Forte l’impegno anche in campo sanitario con l’invio di équipe di medici, infermieri ed altro personale paramedico del Japan disaster relief team, accompagnato dalla spedizione di 15 tonnellate di attrezzature mobili necessarie per allestire ospedali da campo e per eseguire interventi chirurgici, con destinazione finale Gaziantep, dove si è verificata la prima scossa che ha danneggiato e distrutto molti ospedali della zona e dove è attualmente ubicata la base logistica del team medico nipponico. All’aeroporto di Damasco invece sono arrivate forniture di soccorso, tra cui coperte e tende, da far pervenire attraverso la Società della Mezzaluna Rossa nelle zone occupate dai ribelli e l’Ambasciata nipponica ha chiesto ed ottenuto rassicurazioni in tal senso dalle autorità siriane.

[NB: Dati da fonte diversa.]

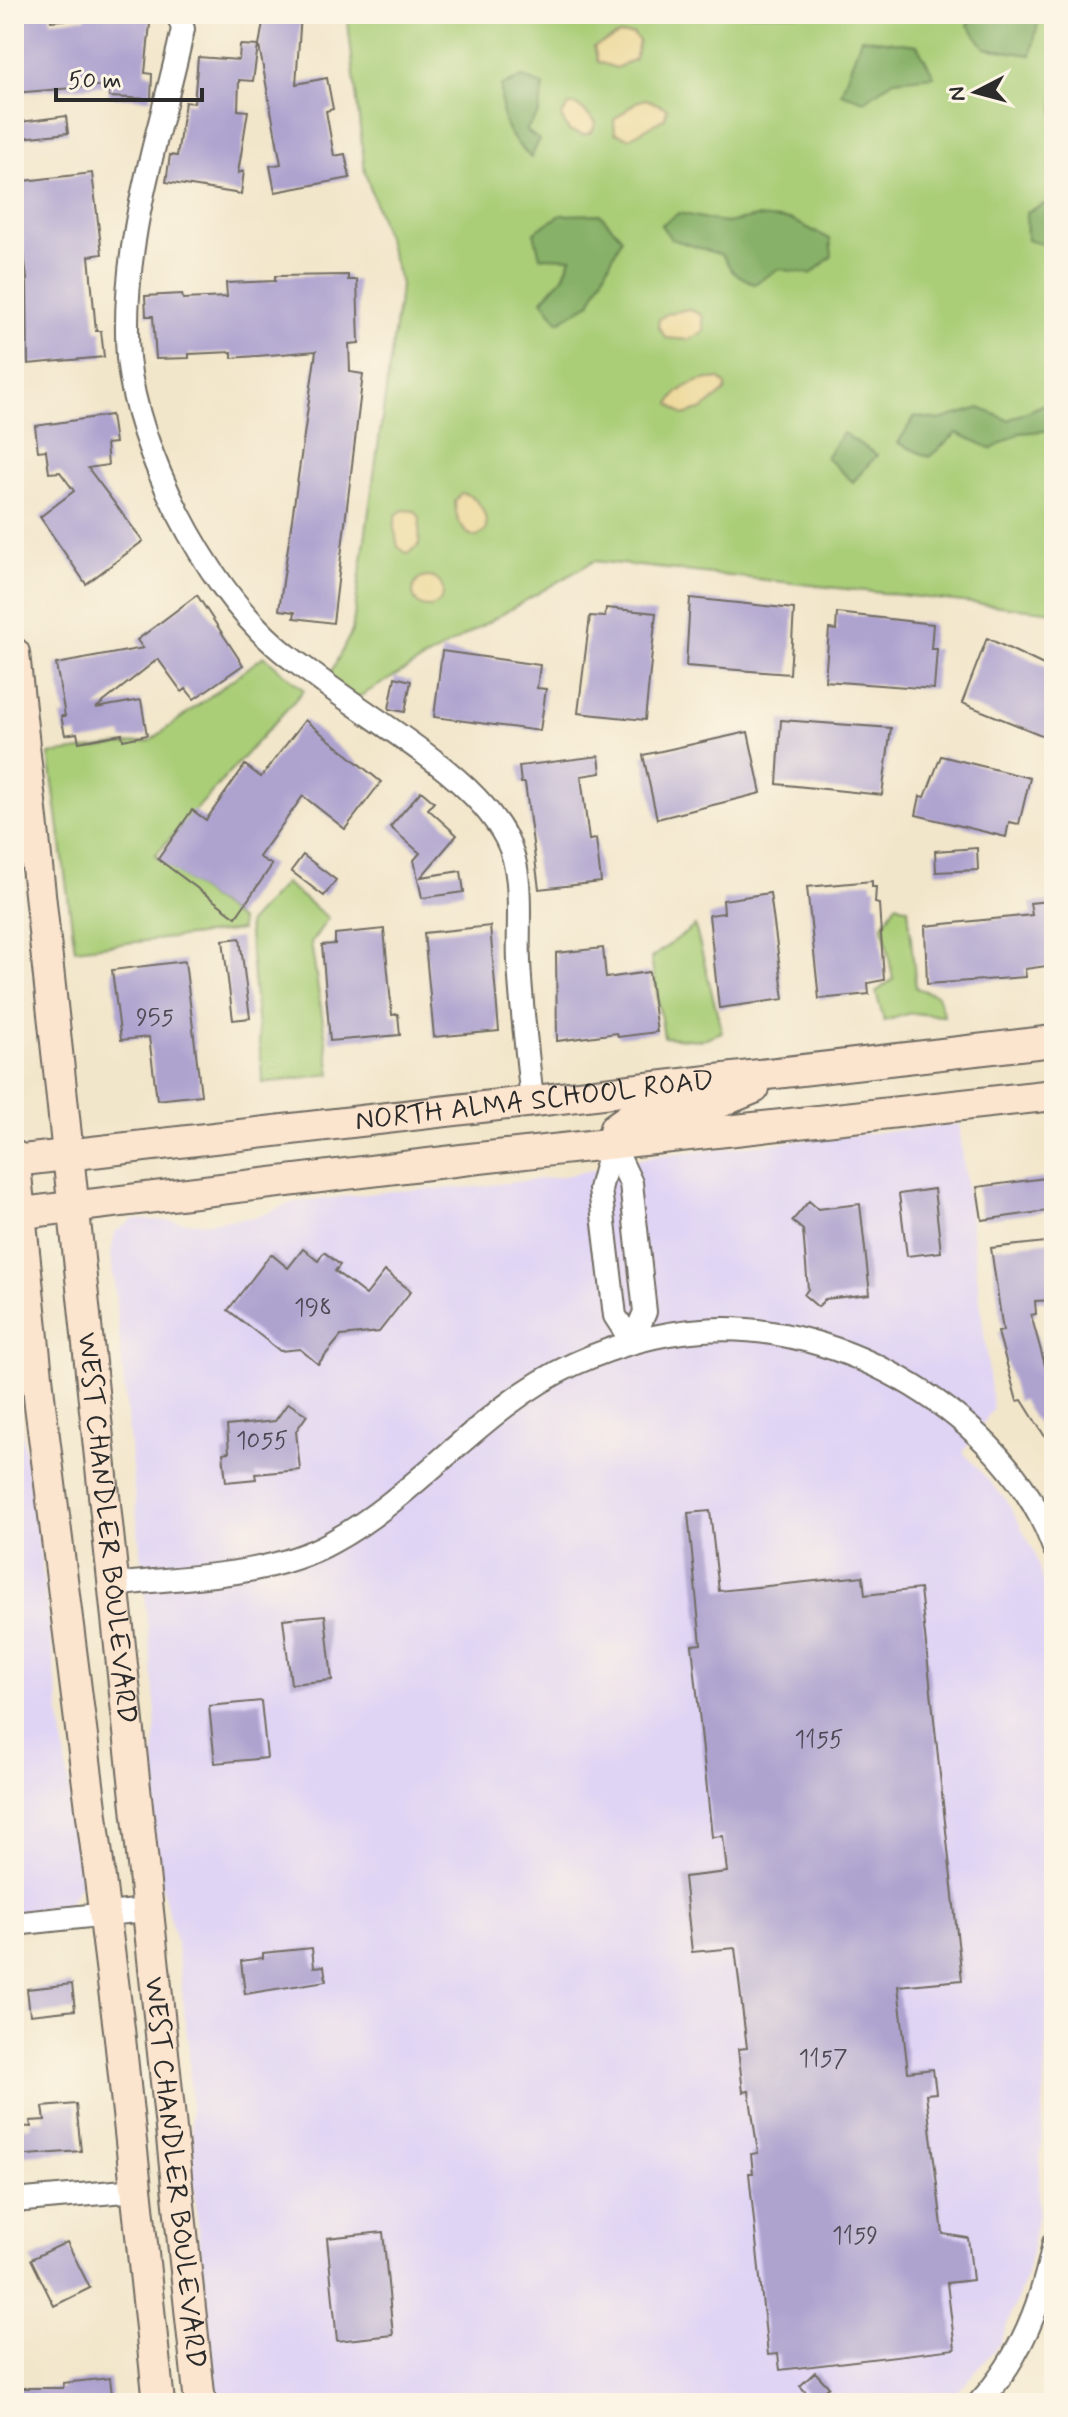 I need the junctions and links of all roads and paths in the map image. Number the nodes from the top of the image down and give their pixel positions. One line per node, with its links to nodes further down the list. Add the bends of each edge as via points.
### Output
1 (178, 14): 6 (street, via 183,29 136,227 129,294 128,358 140,423 163,484 234,599 274,644 462,783 488,808 508,842 517,886)
2 (14, 653): 8 (main road, WEST CHANDLER BOULEVARD)
3 (1054, 1041): 4 (main road, NORTH ALMA SCHOOL ROAD)
4 (786, 1074): 6 (main road, NORTH ALMA SCHOOL ROAD); 7 (main road, via 713,1105 631,1117 615,1128)
5 (1054, 1095): 7 (main road, NORTH ALMA SCHOOL ROAD)
6 (532, 1103): 8 (main road, NORTH ALMA SCHOOL ROAD)
7 (612, 1143): 10 (main road, NORTH ALMA SCHOOL ROAD); 12 (street, via 600,1189 615,1316); 12 (street, via 631,1183 645,1312)
8 (71, 1155): 9 (main road, NORTH ALMA SCHOOL ROAD); 10 (main road, WEST CHANDLER BOULEVARD)
9 (14, 1159): 11 (main road, WEST CHANDLER BOULEVARD)
10 (76, 1208): 11 (main road, NORTH ALMA SCHOOL ROAD); 14 (main road, WEST CHANDLER BOULEVARD)
11 (17, 1214): 16 (main road, WEST CHANDLER BOULEVARD)
12 (632, 1342): 13 (street, via 703,1330 752,1331 868,1362 935,1397 966,1423 1028,1496); 14 (street, via 572,1364 493,1415 381,1510 330,1543 265,1567)
13 (1054, 1548)
14 (114, 1585): 15 (main road, WEST CHANDLER BOULEVARD)
15 (145, 1910): 16 (street); 22 (main road, WEST CHANDLER BOULEVARD)
16 (105, 1914): 17 (street); 18 (main road, WEST CHANDLER BOULEVARD)
17 (14, 1924)
18 (136, 2190): 19 (street); 21 (main road, WEST CHANDLER BOULEVARD)
19 (14, 2201)
20 (1054, 2243): 23 (street, via 1047,2279 1023,2342)
21 (159, 2403)
22 (200, 2403)
23 (979, 2403) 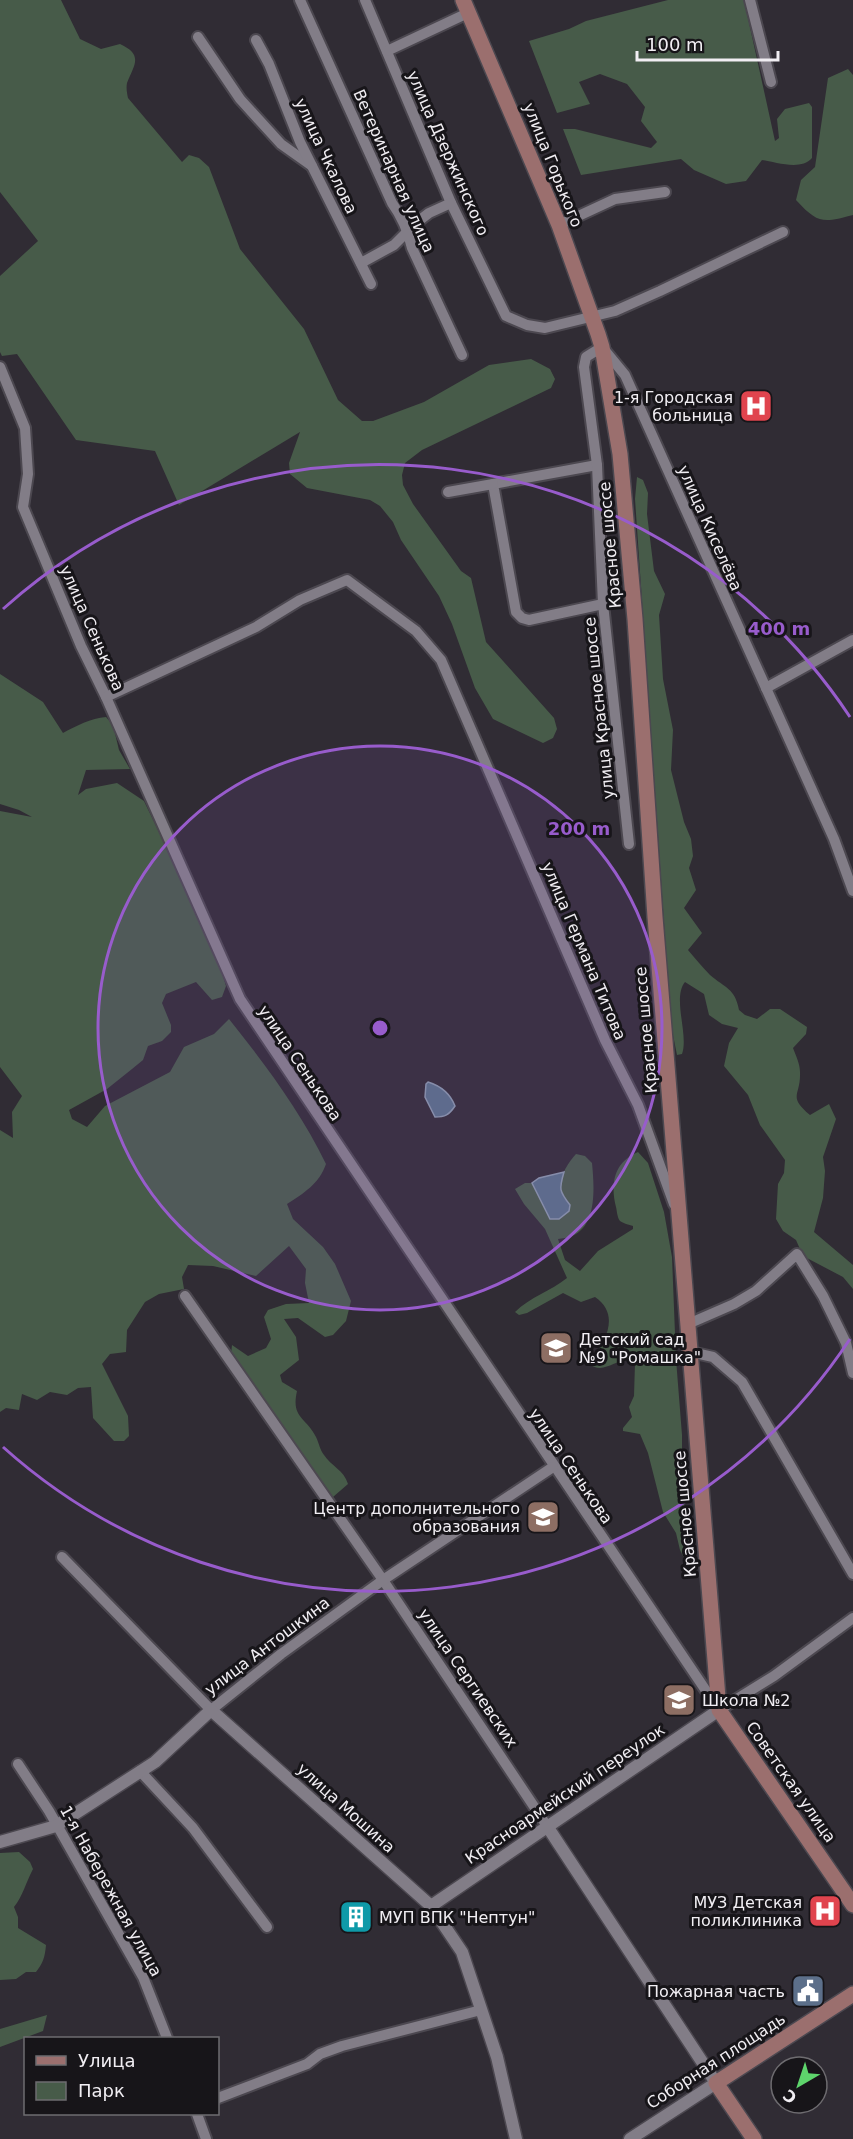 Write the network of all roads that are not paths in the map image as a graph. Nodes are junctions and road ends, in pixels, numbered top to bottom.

Solidarietà non solo a livello istituzionale, ma espressa anche con piccoli gesti della gente comune. Studenti turchi e giapponesi dell’Università della Prefettura di Shizuoka lavorano insieme per raccogliere fondi da consegnare all’Ambasciata turca.
Uno studente turco ha detto della sua collega giapponese Hanan Ono che ha vissuto l’esperienza del grande terremoto del marzo 2021: “Hanan è sempre stata al nostro fianco e le siamo grati per aver pianto con noi guardando le immagini del terremoto trasmesse dalla televisione. Fin dall’inizio ci è stata sempre accanto”.
Certamente il sisma di questi giorni ha richiamato alla mente quanto accadde alle 14:46 di quell’11 marzo. Tuttavia il bilancio del terremoto di magnitudo 7,8 di questo 6 febbraio ha purtroppo eclissato rapidamente gli oltre 18.400 morti del triplice disastro provocato dal sisma di magnitudo 9.1, dal conseguente tsunami e dal danneggiamento della centrale nucleare di Fukushima. I sopravvissuti di Shichigahama, una delle città dell’area colpita, ricordano in questi giorni come soccorritori provenienti proprio dalla Turchia rimasero per più di sei mesi nella loro città e nelle zone circostanti, per alleviare le sofferenze dei superstiti impegnandosi in operazioni di ricerca e salvataggio.
“Ho pianto di fronte alle scene della Turchia che hanno riportato alla mia memoria il calvario di 12 anni fa della mia città” ha commentato un cittadino di Shichigahama ed il sindaco della città Kaoru Terasawa, ripensando a quei momenti, ha detto ai giornalisti: “Hanno camminato coraggiosamente tra le macerie per aiutare a trovare le vittime e restituire i loro corpi alle famiglie. Proviamo ancora grande gratitudine verso di loro e desideriamo fare qualcosa per restituire quanto ricevuto e mostrare la nostra riconoscenza”.
C’è chi va ancora più indietro nel tempo, al 1985, al culmine della guerra Iran-Iraq, quando gli aerei della Turkish Airlines salvarono circa 200 Giapponesi bloccati in Iran. Una mano tesa lascia il segno e come diceva Santa Teresa di Calcutta: “Chi nel cammino della vita ha acceso anche soltanto una fiaccola nell’ora buia di qualcuno non è vissuto invano”.